=== WORK ORDER ===
The data below should be restated word for word, with every picture omitted.

=== DATA IN THIS EXERCISE ===
==================================================
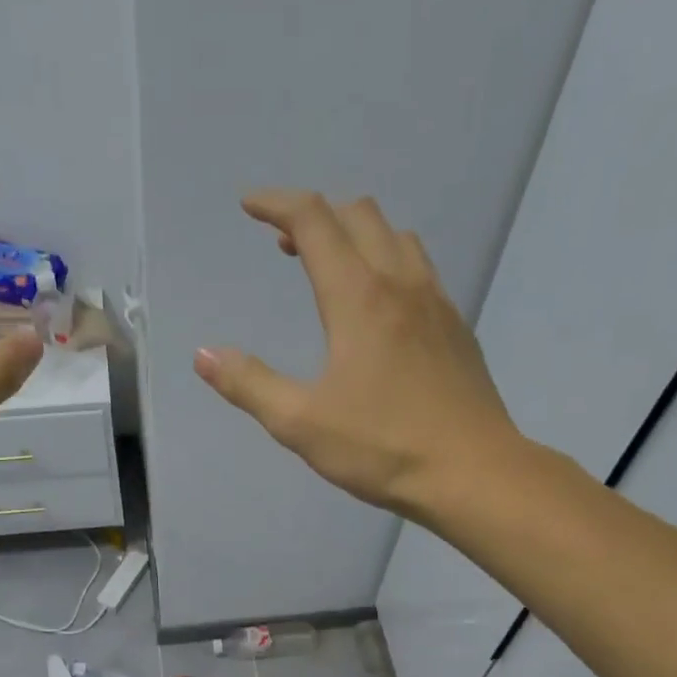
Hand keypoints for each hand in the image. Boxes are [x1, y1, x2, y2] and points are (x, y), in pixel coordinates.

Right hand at [193, 190, 526, 518]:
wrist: (472, 472)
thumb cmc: (382, 449)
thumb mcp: (301, 425)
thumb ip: (250, 385)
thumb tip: (204, 354)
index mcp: (358, 298)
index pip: (314, 222)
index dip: (277, 204)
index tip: (249, 205)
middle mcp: (400, 284)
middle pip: (358, 216)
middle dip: (316, 215)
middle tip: (283, 244)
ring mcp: (436, 303)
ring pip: (395, 237)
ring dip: (356, 234)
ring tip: (331, 266)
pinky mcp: (456, 328)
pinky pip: (419, 268)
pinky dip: (388, 261)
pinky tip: (380, 304)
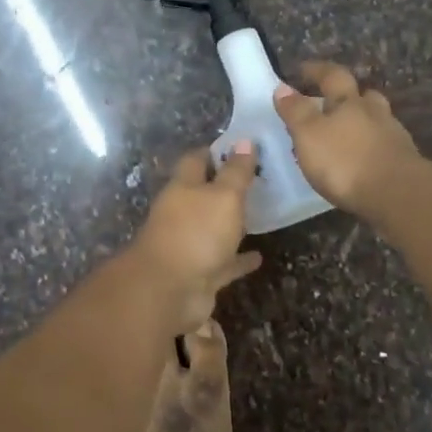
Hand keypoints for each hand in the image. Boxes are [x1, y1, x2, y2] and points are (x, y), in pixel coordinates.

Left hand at [130, 143, 264, 332]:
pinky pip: (223, 263)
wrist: (169, 291)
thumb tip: (244, 140)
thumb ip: (236, 172)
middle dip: (226, 188)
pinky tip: (258, 257)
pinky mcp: (199, 274)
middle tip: (258, 181)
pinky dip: (239, 260)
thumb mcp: (223, 196)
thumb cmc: (196, 233)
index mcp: (183, 188)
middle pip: (204, 195)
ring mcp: (189, 245)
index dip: (216, 152)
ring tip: (262, 215)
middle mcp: (182, 214)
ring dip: (232, 224)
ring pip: (213, 229)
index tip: (242, 147)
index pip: (196, 160)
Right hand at [274, 60, 422, 220]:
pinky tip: (364, 160)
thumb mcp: (309, 135)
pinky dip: (372, 147)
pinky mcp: (404, 161)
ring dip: (363, 123)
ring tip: (347, 135)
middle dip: (348, 95)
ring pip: (377, 120)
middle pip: (363, 96)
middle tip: (333, 102)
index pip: (332, 77)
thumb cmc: (345, 161)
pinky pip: (384, 145)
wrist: (396, 193)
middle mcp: (374, 113)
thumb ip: (296, 112)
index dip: (316, 71)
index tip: (303, 69)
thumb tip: (283, 88)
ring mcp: (393, 136)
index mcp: (349, 102)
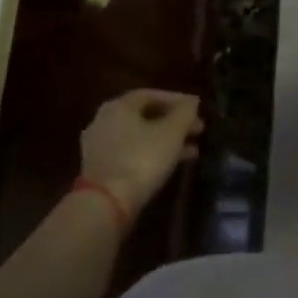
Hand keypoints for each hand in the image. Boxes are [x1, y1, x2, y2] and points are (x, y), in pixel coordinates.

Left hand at [79, 90, 202, 217]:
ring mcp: (99, 146)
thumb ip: (185, 112)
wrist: (107, 203)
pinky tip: (172, 164)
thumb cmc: (142, 159)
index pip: (151, 94)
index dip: (177, 100)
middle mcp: (104, 120)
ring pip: (139, 136)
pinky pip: (131, 153)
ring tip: (193, 150)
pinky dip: (152, 153)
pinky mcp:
==================================================
=== ANSWER TO THIS TASK ===
Hand keypoints for each hand in the image. Boxes are [x1, y1, x2, y2] and points are (x, y), in pixel coordinates.

Right hand at [193, 190, 526, 518]:
wrist: (472, 472)
thumb cmc: (382, 449)
thumb mcp: (301, 425)
thumb ip: (250, 385)
thumb tip: (204, 354)
index mcp: (358, 298)
index pip: (314, 222)
index dip: (277, 204)
index tip: (249, 205)
middle mcp: (400, 284)
middle pip: (358, 216)
middle dip: (316, 215)
middle tip: (283, 244)
ring mcp: (436, 303)
ring pip: (395, 237)
ring dip: (356, 234)
ring tip: (331, 266)
pinky mcp: (456, 328)
pinky pip: (419, 268)
pinky dip: (388, 261)
pinky tip: (380, 304)
Hand keypoints for each hand in the image. Boxes are [x1, y1, x2, y2] and points are (x, y), in pixel coordinates.

Left hand at [130, 143, 264, 332]:
pinky pip: (223, 263)
wrist: (169, 291)
thumb tip: (244, 140)
thumb ip: (236, 172)
middle dip: (226, 188)
pinky tip: (258, 257)
pinky mcp: (199, 274)
middle tip: (258, 181)
pinky dip: (239, 260)
thumb mcp: (223, 196)
thumb cmc: (196, 233)
index mcp: (183, 188)
middle pip: (204, 195)
ring mcp: (189, 245)
index dip: (216, 152)
ring tip: (262, 215)
middle mcp: (182, 214)
ring dip: (232, 224)
ring pip: (213, 229)
index tip: (242, 147)
index pip: (196, 160)
Right hand at [274, 60, 422, 220]:
pinky tip: (364, 160)
thumb mcp: (309, 135)
pinky dip: (372, 147)
pinky mcp: (404, 161)
ring dip: (363, 123)
ring tip: (347, 135)
middle dip: (348, 95)
ring pip: (377, 120)
middle pip: (363, 96)
middle tip: (333, 102)
index pip: (332, 77)
thumb cmc: (345, 161)
pinky pip: (384, 145)
wrist: (396, 193)
middle mcp: (374, 113)
thumb ip: (296, 112)
index dip: (316, 71)
index tip: (303, 69)
thumb tip: (283, 88)
ring mcp: (393, 136)
index mcp: (349, 102)
Hand keypoints for each hand in the image. Boxes are [x1, y1, x2, y2] and points are (x, y), in pixel coordinates.

Left hand at [79, 90, 202, 217]:
ring mcp: (99, 146)
thumb ip: (185, 112)
wrist: (107, 203)
pinky tip: (172, 164)
thumb cmc: (142, 159)
index pip: (151, 94)
index dip: (177, 100)
middle mcp: (104, 120)
ring pip: (139, 136)
pinky pip: (131, 153)
ring tip: (193, 150)
pinky dip: (152, 153)
pinky mcp:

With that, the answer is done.